OAuth 2.0 is a simple authorization (access delegation) protocol that allows a third-party application to obtain limited access to a secured resource, on behalf of the resource owner without sharing the password.

Why OAuth 2.0?

One of the key reasons for an enterprise to use OAuth 2.0 is for the access delegation, where a resource owner can give required permissions to a third-party application to access a resource located in a resource server.

It decouples authentication from authorization and supports multiple use cases addressing different client types such as server-to-server apps, browser-based apps, mobile/native apps, and consoles/TVs.

This protocol which replaces the password-sharing anti-pattern and encourages Federated Identity, is more secure and usable. When working with the tokens it guarantees API security by relying on Secure Sockets Layer (SSL) that ensures data between the web server and browsers remain private.
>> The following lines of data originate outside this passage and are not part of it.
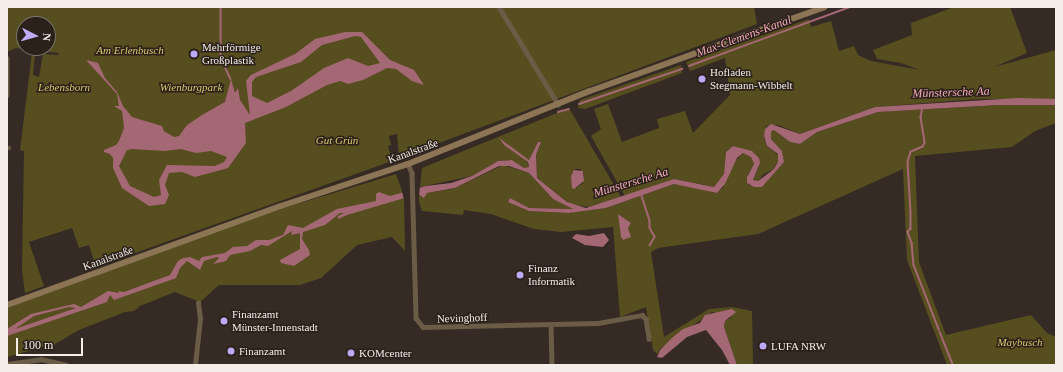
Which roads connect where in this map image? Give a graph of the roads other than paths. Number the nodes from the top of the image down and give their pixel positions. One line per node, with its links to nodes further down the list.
1 (499, 7): 5 (street)
2 (824, 7): 5 (main road, Kanalstraße)
3 (7, 58): 4 (street)
4 (7, 95)
5 (558, 104): 6 (main road, Kanalstraße)
6 (408, 164): 8 (main road, Kanalstraße); 9 (street, Nevinghoff)
7 (198, 303): 13 (street)
8 (7, 305)
9 (551, 324): 10 (street, Nevinghoff); 14 (street)
10 (649, 339)
11 (7, 364): 12 (street)
12 (66, 365)
13 (195, 365)
14 (552, 365)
If a user can log in to a single OAuth 2.0 provider then they can log in to other web services without logging in to those web services differently.
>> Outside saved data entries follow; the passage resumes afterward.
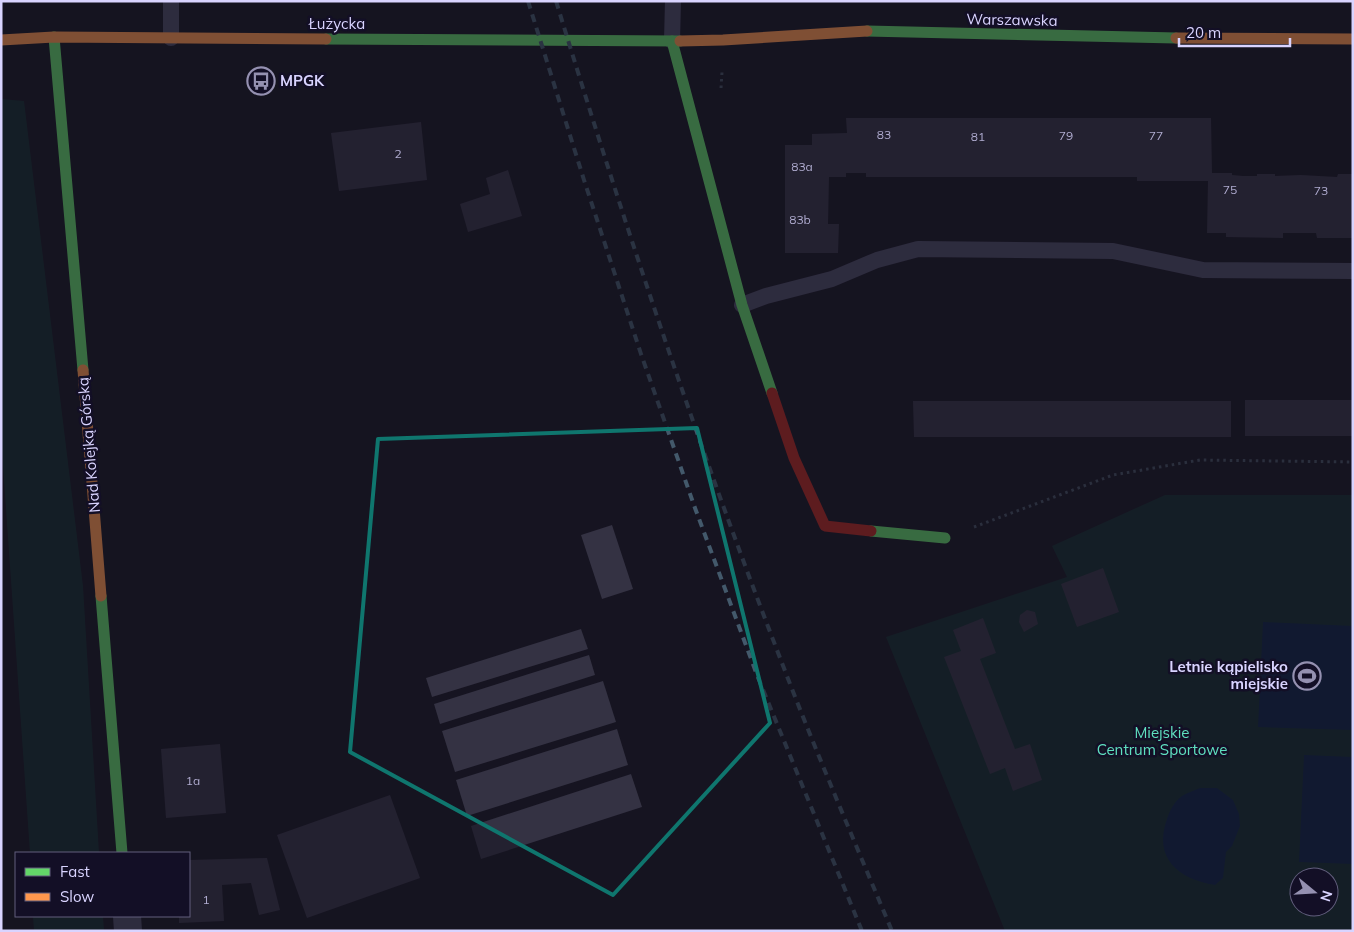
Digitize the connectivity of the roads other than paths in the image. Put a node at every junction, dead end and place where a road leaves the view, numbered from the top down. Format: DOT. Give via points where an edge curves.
graph roads {
  1 [pos="171,1"];
  2 [pos="673,1"];
  3 [pos="54,37"];
  4 [pos="171,38"];
  5 [pos="1353,39"];
  6 [pos="1,40"];
  7 [pos="672,41"];
  8 [pos="1353,271"];
  9 [pos="742,306"];
  10 [pos="945,538"];
  11 [pos="122,852"];
  12 [pos="127,917"];
  13 [pos="128,931"];
  1 -- 4 [label="lane"];
  2 -- 7 [label="lane"];
  3 -- 4 [label="street, Łużycka"];
  3 -- 6 [label="street, Łużycka"];
  3 -- 11 [label="street, Nad Kolejką Górską"];
  4 -- 7 [label="street, Łużycka"];
  5 -- 7 [label="street, Warszawska" via="864,31"];
  7 -- 9 [label="street"];
  8 -- 9 [label="lane" via="1203,270 1113,251 918,249"];
  9 -- 10 [label="street" via="794,458 825,526"];
  12 -- 13 [label="street"];
}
Which OAuth 2.0 grant type to choose?

OAuth 2.0 supports different grant types.

  • Authorization code
  • Client credential
  • Implicit

These different grant types target different application types.

Flow Usage
Authorization code grant This is mostly recommended for web applications and single-page applications (SPA). This method is very safe in web applications, as tokens are passed directly to the web server and stored there without exposing the tokens to the resource owners. For single-page applications (JavaScript clients), it is recommended to use this grant type with PKCE.
Client credential grant Recommended for machine to machine communications (CLIs), if a machine needs to access a resource without human interaction.
Implicit grant This is used for single-page applications (SPA) to retrieve the access tokens directly without spending several round trips. However, there is a security consideration, as the access token is exposed to the client-side.

How does it work?

The exact flow differs based on the OAuth 2.0 grant type. However, the abstract protocol flow is as follows.

OAuth 2.0 flow

  1. The application requests the authorization from the end-user (resource owner).
  2. The resource owner grants the authorization to the application.
  3. The application grants the authorization to the authorization server (OAuth 2.0 provider).
  4. The server generates the access tokens and passes them back to the client (relying party).
  5. The client passes the access token to the resource server.
  6. The resource server provides access to the protected resource.